Compute a PEPit worst-case guarantee for wc_douglas_rachford_splitting.

Consider the composite convex minimization problem

\[F_\star \triangleq \min_x \{F(x) \equiv f_1(x)+f_2(x) \}\]

where $f_1(x)$ is is convex, closed and proper , and $f_2$ is $L$-smooth. Both proximal operators are assumed to be available.

Performance metric

This code computes a worst-case guarantee for the Douglas Rachford Splitting (DRS) method. That is, it computes the smallest possible $\tau(n, L, \alpha, \theta)$ such that the guarantee

\[F(y_n) - F(x_\star) \leqslant \tau(n, L, \alpha, \theta) \|x_0 - x_\star\|^2.\]

is valid, where it is known that $x_k$ and $y_k$ converge to $x_\star$, but not $w_k$ (see definitions in the section # Algorithm ). Hence we require the initial condition on $x_0$ (arbitrary choice, partially justified by the fact we choose $f_2$ to be the smooth function).

Note that $y_n$ is feasible as it has a finite value for $f_1$ (output of the proximal operator on $f_1$) and as $f_2$ is smooth.

Algorithm

Our notations for the DRS method are as follows, for $t \in \{0, \dots, n-1\}$,

\[ \begin{aligned} x_t & = & \mathrm{prox}_{\alpha f_2}(w_t), \\ y_t & = & \mathrm{prox}_{\alpha f_1}(2x_t - w_t), \\ w_{t+1} & = & w_t + \theta (y_t - x_t). \end{aligned}\]

This description can be found in [1, Section 7.3].

Theoretical guarantee

We compare the output with that of PESTO [2] for when $0\leqslant n \leqslant 10$ in the case where $\alpha=\theta=L=1$.

References

[1] E. Ryu, S. Boyd (2016). A primer on monotone operator methods. Applied and Computational Mathematics 15(1), 3-43.

[2] A. Taylor, J. Hendrickx, F. Glineur (2017).
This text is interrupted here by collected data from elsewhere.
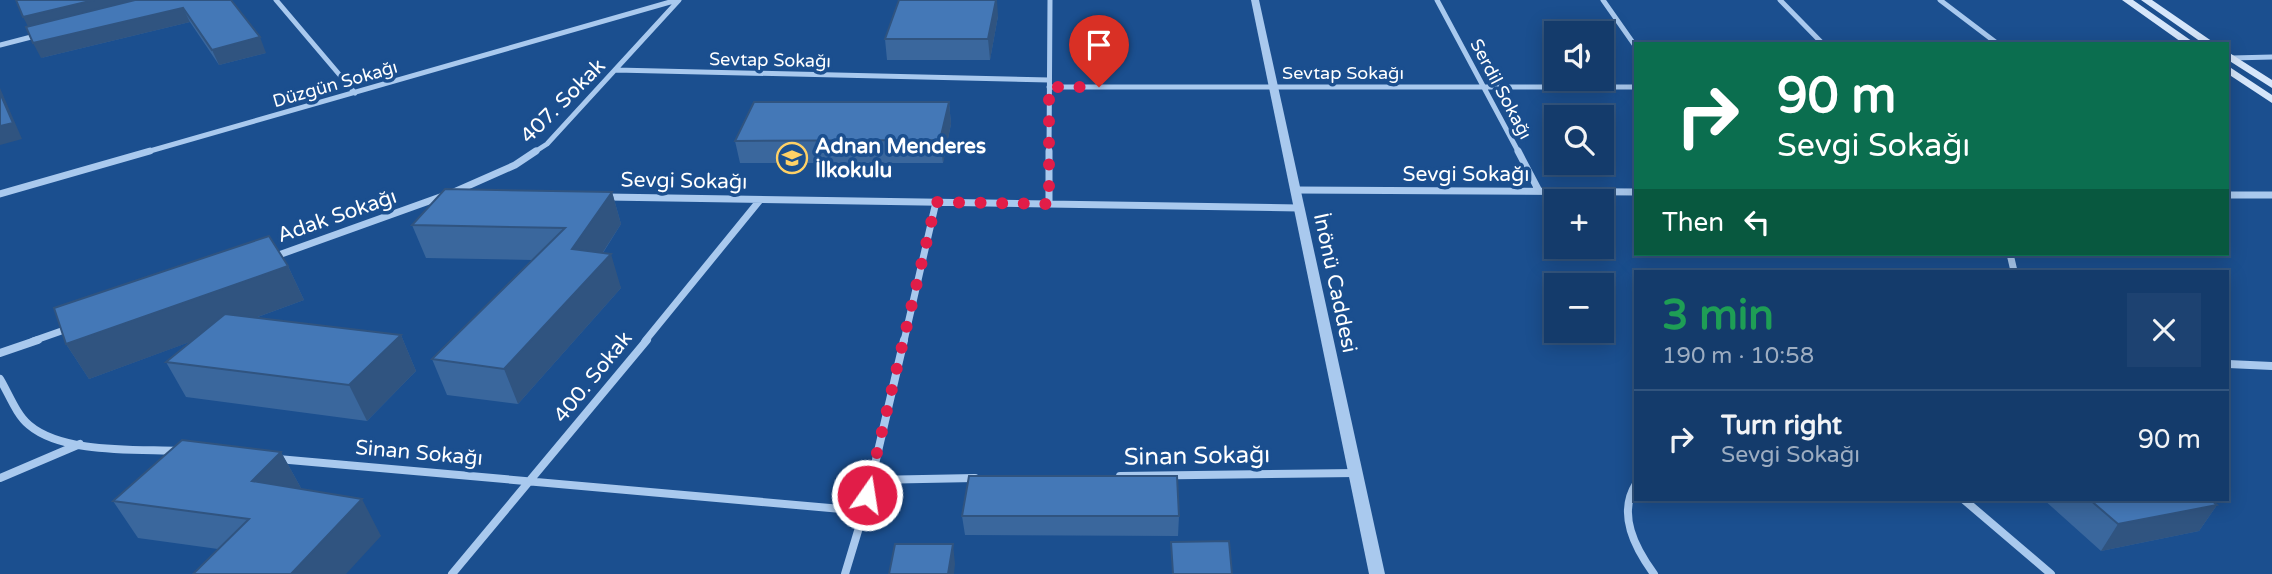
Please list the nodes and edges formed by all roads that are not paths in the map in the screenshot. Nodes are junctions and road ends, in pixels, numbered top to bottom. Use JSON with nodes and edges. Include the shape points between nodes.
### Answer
{"nodes":[{"id":1,"x":276,"y":0,"type":"edge"},
{"id":2,"x":678,"y":0,"type":"edge"},
{"id":3,"x":1050,"y":0,"type":"edge"},
{"id":4,"x":1255,"y":0,"type":"edge"},
{"id":5,"x":1437,"y":0,"type":"edge"},
{"id":6,"x":1603,"y":0,"type":"edge"},
{"id":7,"x":1780,"y":0,"type":"edge"},
{"id":8,"x":1940,"y":0,"type":"edge"},
{"id":9,"x":2127,"y":0,"type":"edge"},
{"id":10,"x":2146,"y":0,"type":"edge"},
{"id":11,"x":52,"y":32,"type":"edge"},
{"id":12,"x":1821,"y":42,"type":"edge"},
{"id":13,"x":1995,"y":42,"type":"edge"},
{"id":14,"x":2188,"y":42,"type":"edge"},
{"id":15,"x":2208,"y":42,"type":"edge"},
{"id":16,"x":1634,"y":44,"type":"edge"},
{"id":17,"x":0,"y":45,"type":"edge"},
{"id":18,"x":2272,"y":57,"type":"edge"},
{"id":19,"x":2229,"y":61,"type":"edge"},
{"id":20,"x":617,"y":70,"type":"junction"},
{"id":21,"x":1049,"y":84,"type":"junction"},
{"id":22,"x":2272,"y":85,"type":"edge"},
{"id":23,"x":1274,"y":87,"type":"junction"},
{"id":24,"x":1484,"y":87,"type":"junction"},
{"id":25,"x":1634,"y":87,"type":"edge"},
{"id":26,"x":355,"y":93,"type":"junction"},
{"id":27,"x":2272,"y":100,"type":"edge"},
{"id":28,"x":1296,"y":190,"type":"junction"},
{"id":29,"x":1539,"y":191,"type":"junction"},
{"id":30,"x":1634,"y":192,"type":"edge"},
{"id":31,"x":0,"y":194,"type":"edge"},
{"id":32,"x":447,"y":195,"type":"junction"},
{"id":33,"x":474,"y":195,"type":"edge"},
{"id":34,"x":2229,"y":195,"type":"edge"},
{"id":35,"x":2272,"y":195,"type":"edge"},
{"id":36,"x":597,"y":197,"type":"edge"},
{"id":37,"x":760,"y":200,"type":"junction"},
{"id":38,"x":936,"y":202,"type":"junction"},
{"id":39,"x":1049,"y":204,"type":"junction"},
{"id":40,"x":1299,"y":208,"type":"junction"},
{"id":41,"x":258,"y":262,"type":"edge"},
{"id":42,"x":77,"y":326,"type":"edge"},
{"id":43,"x":0,"y":353,"type":"edge"},
{"id":44,"x":2229,"y":364,"type":"edge"},
{"id":45,"x":2272,"y":366,"type":"edge"},
{"id":46,"x":0,"y":379,"type":"edge"},
{"id":47,"x":83,"y":443,"type":"junction"},
{"id":48,"x":192,"y":452,"type":"edge"},
{"id":49,"x":274,"y":458,"type":"edge"},
{"id":50,"x":1356,"y":473,"type":"junction"},
{"id":51,"x":1107,"y":477,"type":"edge"},
{"id":52,"x":0,"y":478,"type":"edge"},
{"id":53,"x":982,"y":478,"type":"edge"},
{"id":54,"x":533,"y":480,"type":"junction"},
{"id":55,"x":871,"y":480,"type":"junction"},
{"id":56,"x":1634,"y":486,"type":"edge"},
{"id":57,"x":1965,"y":501,"type":"edge"},
{"id":58,"x":864,"y":511,"type":"junction"},
{"id":59,"x":452,"y":574,"type":"edge"},
{"id":60,"x":845,"y":574,"type":"edge"},
{"id":61,"x":1377,"y":574,"type":"edge"},
{"id":62,"x":1654,"y":574,"type":"edge"},
{"id":63,"x":2050,"y":574,"type":"edge"}],
"edges":[{"from":1,"to":26,"type":"street"},
{"from":2,"to":20,"type":"street","name":"407. Sokak"},
{"from":2,"to":26,"type":"street","name":"Düzgün Sokağı"},
{"from":3,"to":21,"type":"street"},
{"from":4,"to":23,"type":"street","name":"İnönü Caddesi"},
{"from":5,"to":24,"type":"street","name":"Serdil Sokağı"},
{"from":6,"to":16,"type":"street"},
{"from":7,"to":12,"type":"street"},
{"from":8,"to":13,"type":"street"},
{"from":9,"to":14,"type":"main road"},
{"from":10,"to":15,"type":"main road"},
{"from":11,"to":17,"type":"street"},
{"from":18,"to":19,"type":"street"},
{"from":19,"to":22,"type":"main road"},
{"from":19,"to":27,"type":"main road"},
{"from":20,"to":21,"type":"street","name":"Sevtap Sokağı"},
{"from":20,"to":32,"type":"street","name":"407. Sokak","via":[[540,150]]},
{"from":21,"to":23,"type":"street","name":"Sevtap Sokağı"},
{"from":21,"to":39,"type":"street"},
{"from":23,"to":24,"type":"street","name":"Sevtap Sokağı"},
{"from":23,"to":28,"type":"street","name":"İnönü Caddesi"},
{"from":24,"to":25,"type":"street","name":"Sevtap Sokağı"},
{"from":24,"to":29,"type":"street","name":"Serdil Sokağı"},
{"from":26,"to":31,"type":"street","name":"Düzgün Sokağı"},
{"from":28,"to":29,"type":"street","name":"Sevgi Sokağı"},
{"from":28,"to":40,"type":"street","name":"İnönü Caddesi"},
{"from":29,"to":30,"type":"street","name":"Sevgi Sokağı"},
{"from":32,"to":33,"type":"street"},
{"from":32,"to":41,"type":"street","name":"Adak Sokağı"},
{"from":34,"to":35,"type":"street"},
{"from":36,"to":37,"type":"street","name":"Sevgi Sokağı"},
{"from":37,"to":38,"type":"street","name":"Sevgi Sokağı"},
{"from":37,"to":54,"type":"street","name":"400. Sokak"},
{"from":38,"to":39,"type":"street","name":"Sevgi Sokağı"},
{"from":38,"to":55,"type":"street"},
{"from":39,"to":40,"type":"street","name":"Sevgi Sokağı"},
{"from":40,"to":50,"type":"street","name":"İnönü Caddesi"},
{"from":42,"to":43,"type":"street"},
{"from":44,"to":45,"type":"street"},
{"from":46,"to":47,"type":"street","via":[[21,415],[38,432]]},
{"from":47,"to":48,"type":"street"},
{"from":47,"to":52,"type":"street"},
{"from":49,"to":54,"type":"street","name":"Sinan Sokağı"},
{"from":50,"to":51,"type":"street","name":"Sinan Sokağı"},
{"from":50,"to":61,"type":"street","name":"İnönü Caddesi"},
{"from":53,"to":55,"type":"street"},
{"from":54,"to":58,"type":"street","name":"Sinan Sokağı"},
{"from":54,"to":59,"type":"street","name":"400. Sokak"},
{"from":55,"to":58,"type":"street"},
{"from":56,"to":62,"type":"street","via":[[1628,518],[1637,547]]},
{"from":57,"to":63,"type":"street"},
{"from":58,"to":60,"type":"street"}]}
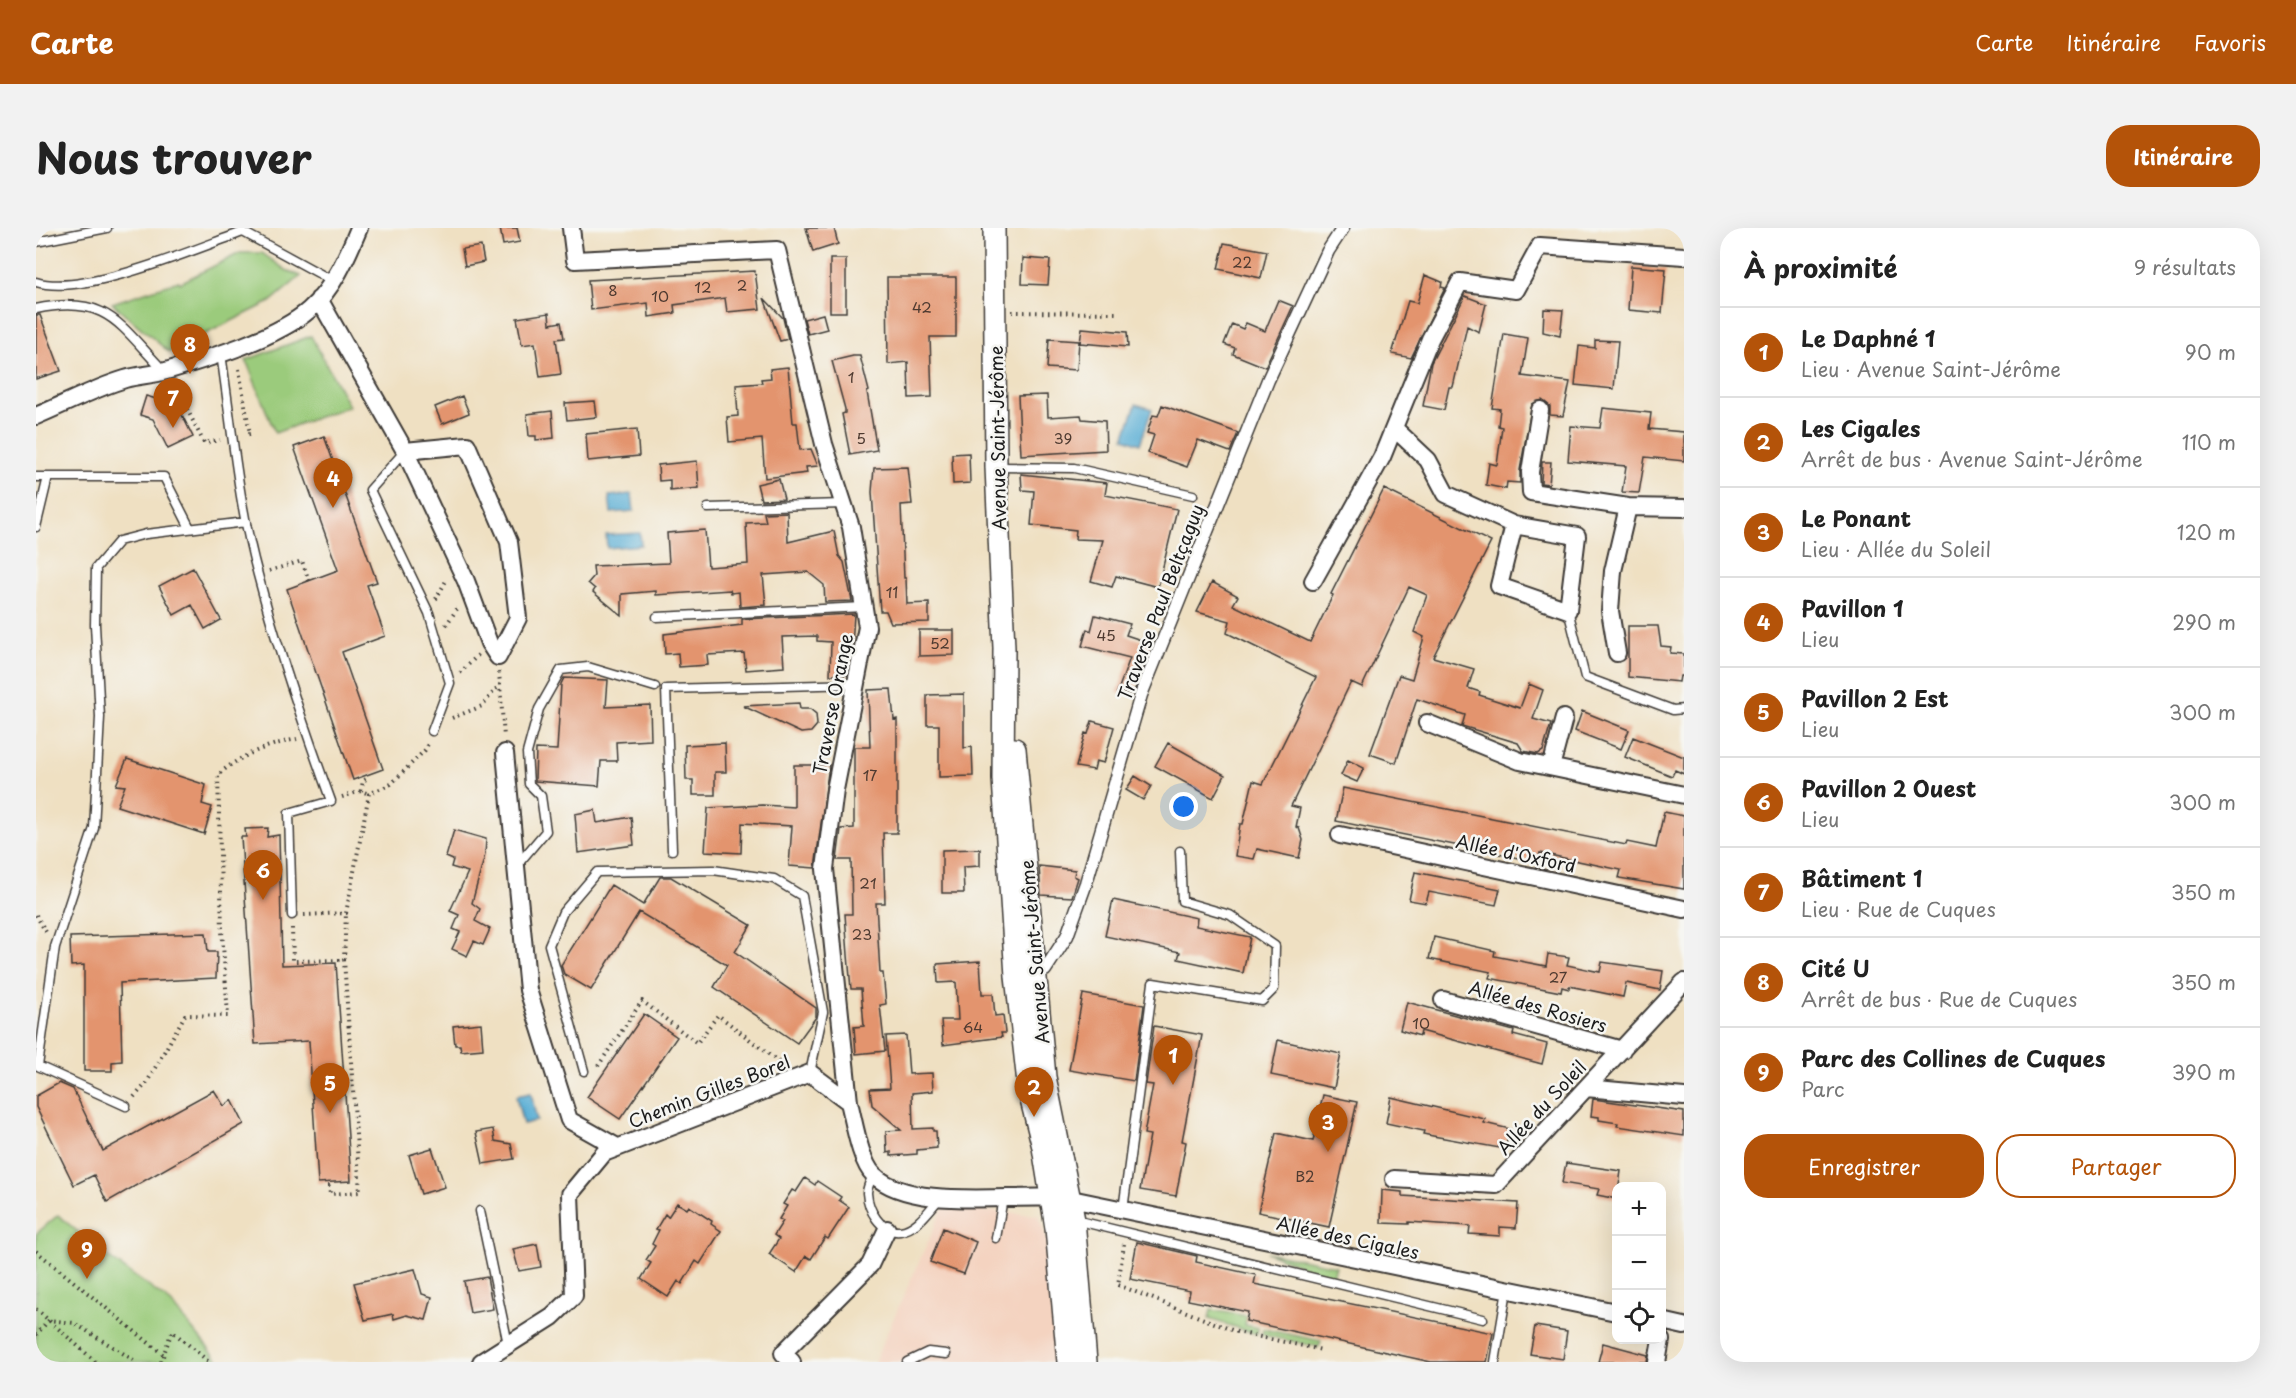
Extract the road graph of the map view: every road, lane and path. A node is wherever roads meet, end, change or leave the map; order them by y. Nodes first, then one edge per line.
1 (107, 228) edge
2 (358, 228) edge
3 (571, 228) edge
4 (994, 228) edge
5 (1343, 228) edge
6 (36, 242) edge
7 (1684, 256) edge
8 (333, 281) junction
9 (36, 282) edge
10 (320, 299) junction
11 (36, 309) edge
12 (996, 313) junction
13 (1117, 313) dead end
14 (221, 354) junction
15 (168, 370) junction
16 (187, 409) junction
17 (1540, 410) dead end
18 (180, 412) dead end
19 (36, 416) edge
20 (1394, 428) junction
21 (234, 438) junction
22 (405, 451) junction
23 (996, 467) junction
24 (36, 477) edge
25 (48, 477) junction
26 (1193, 495) dead end
27 (844, 504) junction
28 (1628, 507) junction
29 (708, 508) dead end
30 (1684, 508) edge
31 (246, 522) junction
32 (1514, 525) junction
33 (36, 526) edge
34 (190, 528) junction
35 (456, 560) junction
36 (257, 574) junction
37 (309, 581) dead end
38 (1313, 581) dead end
39 (470, 589) junction
40 (864, 607) junction
41 (1568, 610) junction
42 (429, 613) junction
43 (657, 617) dead end
44 (437, 638) junction
45 (494, 650) junction
46 (1617, 653) dead end
47 (450, 683) junction
48 (500, 683) junction
49 (857, 684) junction
50 (655, 687) dead end
51 (1684, 709) edge
52 (1564, 718) dead end
53 (1427, 723) dead end
54 (433, 729) joint
55 (308, 737) junction
56 (425, 750) dead end
57 (505, 753) joint
58 (1551, 767) junction
59 (368, 778) dead end
60 (361, 791) junction
61 (369, 794) junction
62 (1684, 795) edge
63 (331, 801) junction
64 (1340, 835) dead end
65 (672, 850) dead end
66 (1180, 851) dead end
67 (515, 867) junction
68 (1684, 909) edge
69 (346, 913) junction
70 (292, 915) junction
71 (344, 960) junction
72 (1026, 975) junction
73 (1684, 982) edge
74 (1443, 1000) dead end
75 (1622, 1050) junction
76 (584, 1071) joint
77 (803, 1076) junction
78 (1586, 1088) junction
79 (1684, 1097) edge
80 (849, 1102) junction
81 (126, 1106) joint
82 (617, 1147) junction
83 (873, 1175) junction
84 (1395, 1179) dead end
85 (333, 1186) dead end
86 (1003, 1197) junction
87 (939, 1198) junction
88 (1065, 1205) junction
89 (1123, 1210) junction
90 (480, 1211) dead end
91 (887, 1229) junction
92 (1127, 1232) junction
93 (996, 1238) dead end
94 (36, 1251) edge
95 (1507, 1290) junction
96 (36, 1309) edge
97 (1612, 1311) edge
98 (1483, 1319) dead end
99 (49, 1320) junction
100 (1666, 1326) edge
101 (1684, 1326) edge
102 (36, 1335) edge
103 (508, 1344) junction
104 (1659, 1344) edge
105 (1322, 1350) dead end
106 (946, 1354) dead end
107 (165, 1356) junction
108 (96, 1362) edge
109 (137, 1362) edge
110 (161, 1362) edge
111 (209, 1362) edge
112 (481, 1362) edge
113 (792, 1362) edge
114 (907, 1362) edge
115 (1068, 1362) edge
116 (1086, 1362) edge
117 (1495, 1362) edge
118 (1657, 1362) edge

1 - 6 lane
2 - 8 street
3 - 27 street, Traverse Orange
4 - 12 street, Avenue Saint-Jérôme
5 - 72 street, Traverse Paul Beltçaguy
7 - 20 street
8 - 9 lane
8 - 10 street
10 - 14 street
10 - 22 street
11 - 15 lane
12 - 13 path
12 - 23 street, Avenue Saint-Jérôme
14 - 15 street
14 - 21 lane
15 - 16 path
15 - 19 street
16 - 18 path
16 - 21 path
17 - 28 street
20 - 32 street
20 - 38 street
21 - 31 lane
22 - 35 street
22 - 42 lane
22 - 45 street
23 - 26 lane
23 - 72 street, Avenue Saint-Jérôme
24 - 25 lane
25 - 33 lane
25 - 34 lane
27 - 29 lane
27 - 40 street, Traverse Orange
28 - 30 street
28 - 46 street
31 - 34 lane
31 - 36 lane
32 - 41 street
32 - 41 street
34 - 81 lane
35 - 39 street
35 - 42 path
36 - 37 path
36 - 55 lane
39 - 44 path
39 - 45 street
40 - 43 lane
40 - 49 street, Traverse Orange
41 - 51 lane
42 - 44 lane
44 - 47 lane
45 - 47 path
45 - 48 path
47 - 54 lane
48 - 54 path
48 - 57 path
49 - 65 lane
49 - 80 street, Traverse Orange
50 - 67 lane
52 - 58 street
53 - 58 street
55 - 63 lane
55 - 81 path
56 - 61 path
57 - 67 street, Chemin Gilles Borel
58 - 62 street
59 - 60 path
60 - 61 path
60 - 63 path
61 - 69 path
63 - 70 lane
64 - 68 street, Allée d'Oxford
66 - 89 lane
67 - 82 street, Chemin Gilles Borel
69 - 70 path
69 - 71 path
70 - 71 path
71 - 85 path
72 - 88 street, Avenue Saint-Jérôme
73 - 75 street, Allée du Soleil
74 - 75 street, Allée des Rosiers
75 - 78 street, Allée du Soleil
76 - 77 path
76 - 77 lane
77 - 80 street, Chemin Gilles Borel
77 - 82 street, Chemin Gilles Borel
78 - 79 street
78 - 84 street, Allée du Soleil
80 - 83 street
82 - 103 street, Chemin Gilles Borel
83 - 87 street
83 - 91 lane
86 - 87 street
86 - 88 street
86 - 93 lane
87 - 91 lane
88 - 89 street, Allée des Cigales
88 - 92 lane
88 - 115 street, Avenue Saint-Jérôme
88 - 116 street, Avenue Saint-Jérôme
89 - 95 street, Allée des Cigales
90 - 103 lane
91 - 113 street
92 - 98 lane
92 - 105 path
94 - 107 path
95 - 97 street, Allée des Cigales
95 - 117 lane
96 - 99 path
99 - 102 path
99 - 108 path
99 - 109 path
100 - 101 street
103 - 112 street, Chemin Gilles Borel
104 - 118 street
106 - 114 lane
107 - 110 path
107 - 111 path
Performance Estimation Toolbox (PESTO): automated worst-case analysis of first-order optimization methods. In 56th IEEE Conference on Decision and Control (CDC).

Arguments

  • L: smoothness or Lipschitz parameter, as used by the modeled class.
  • alpha: algorithm parameter used in the update rule.
  • theta: relaxation or averaging parameter used in the update rule.
  • n: number of iterations.
  • verbose: print example and solver progress information when true.

Returns

  • pepit_tau: worst-case value.
  • theoretical_tau: theoretical value.

Julia usage

PEPit_tau, theoretical_tau = wc_douglas_rachford_splitting(1.0, 1.0, 1.0, 9; verbose=true)
## Returns approximately: (PEPit_tau, theoretical_tau) = (0.027792, 0.0278)